Researchers from Israel have now devised a better way to quantify the effect on marine ecosystems when accumulating gas acidifies the surface waters, thereby making it harder for shelled organisms like corals and certain open-sea plankton to build their calcium-carbonate skeletons. Those skeletons are what make up coral reefs.
Getting an accurate measure has been complicated until now because the effect of ocean acidification on the rates of calcium produced by marine organisms is highly variable and specific to each individual species. Scientists tend to use local and site-specific field measurements, surveying reef environments and open-sea environments separately. These measurements provide a local snapshot of the situation rather than an overall picture.

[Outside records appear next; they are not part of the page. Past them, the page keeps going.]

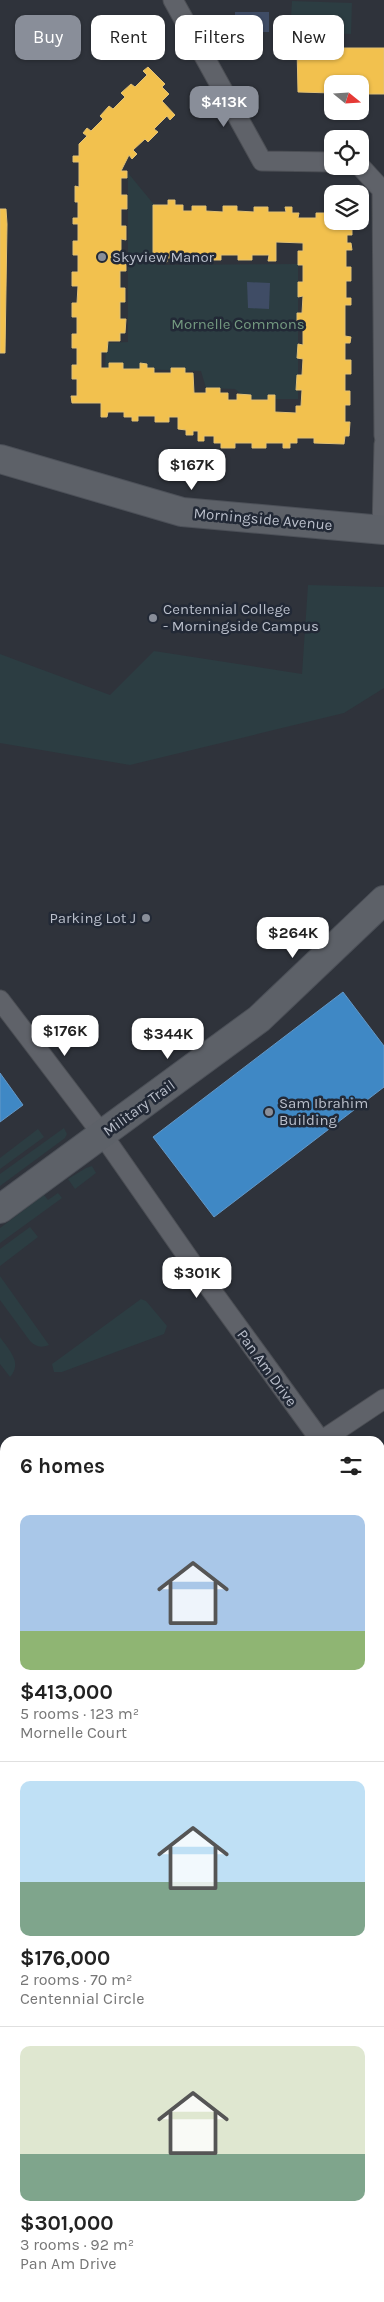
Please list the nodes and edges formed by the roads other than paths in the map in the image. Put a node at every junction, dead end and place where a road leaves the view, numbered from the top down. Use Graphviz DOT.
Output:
graph roads {
  1 [pos="173,0"];
  2 [pos="324,162"];
  3 [pos="368,175"];
  4 [pos="384,436"];
  5 [pos="384,444"];
  6 [pos="0,460"];
  7 [pos="383,530"];
  8 [pos="384,900"];
  9 [pos="0,1000"];
  10 [pos="102,1134"];
  11 [pos="0,1209"];
  12 [pos="384,1399"];
  13 [pos="318,1436"];
  14 [pos="329,1436"];
  1 -- 2 [label="street"];
  3 -- 4 [label="street"];
  5 -- 7 [label="street"];
  6 -- 7 [label="street, Morningside Avenue"];
  8 -- 10 [label="street, Military Trail"];
  9 -- 10 [label="street"];
  10 -- 11 [label="street, Military Trail"];
  10 -- 13 [label="street, Pan Am Drive"];
  12 -- 14 [label="street, Pan Am Drive"];
}
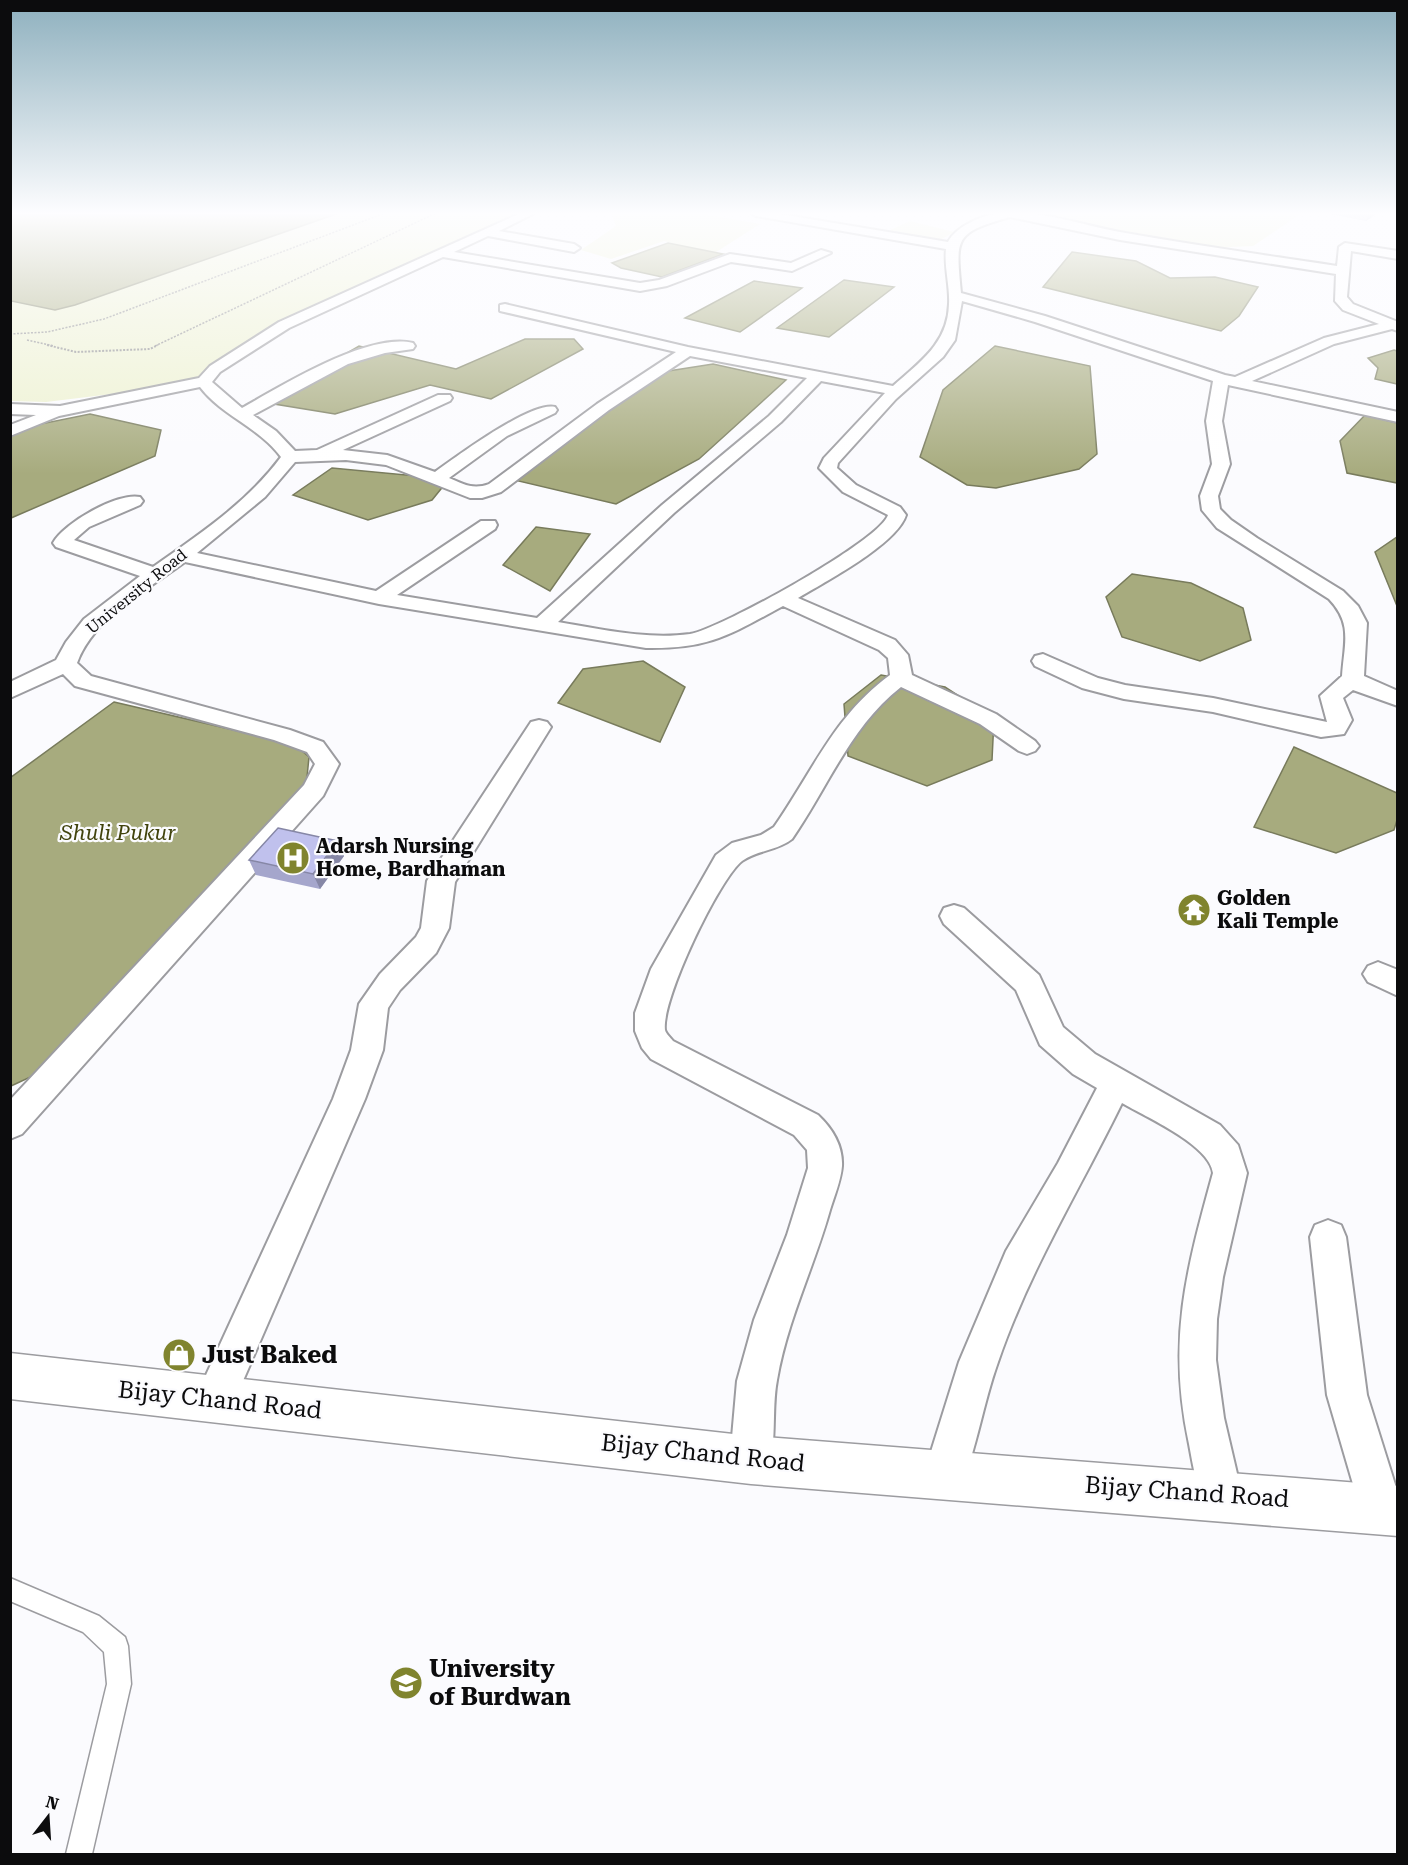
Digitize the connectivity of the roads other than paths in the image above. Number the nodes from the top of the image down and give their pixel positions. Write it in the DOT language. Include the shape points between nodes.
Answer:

To widen the focus, the group of researchers from the Fredy and Nadine Herrmann Institute of Earth Sciences at the Hebrew University of Jerusalem studied a 5,000-kilometer-long strip of ocean reaching from Eilat to the Seychelles, crossing the Red Sea, the Gulf of Aden and the Western Indian Ocean.
This is the first study that demonstrates the feasibility of quantifying data on the effects of rising carbon-dioxide levels on an oceanic basin scale.
Because of its great significance in understanding potentially devastating changes going on in the marine ecosystem, the research won financial support from the Israel Science Foundation, the Bill and Melinda Gates Foundation and the Israeli Ministry of Science and Technology.
A crucial milestone
The researchers were interested in simultaneously assessing the overall calcification rates of coral reefs and pelagic (open-sea) plankton over a whole oceanic basin, based on variations in surface water chemistry.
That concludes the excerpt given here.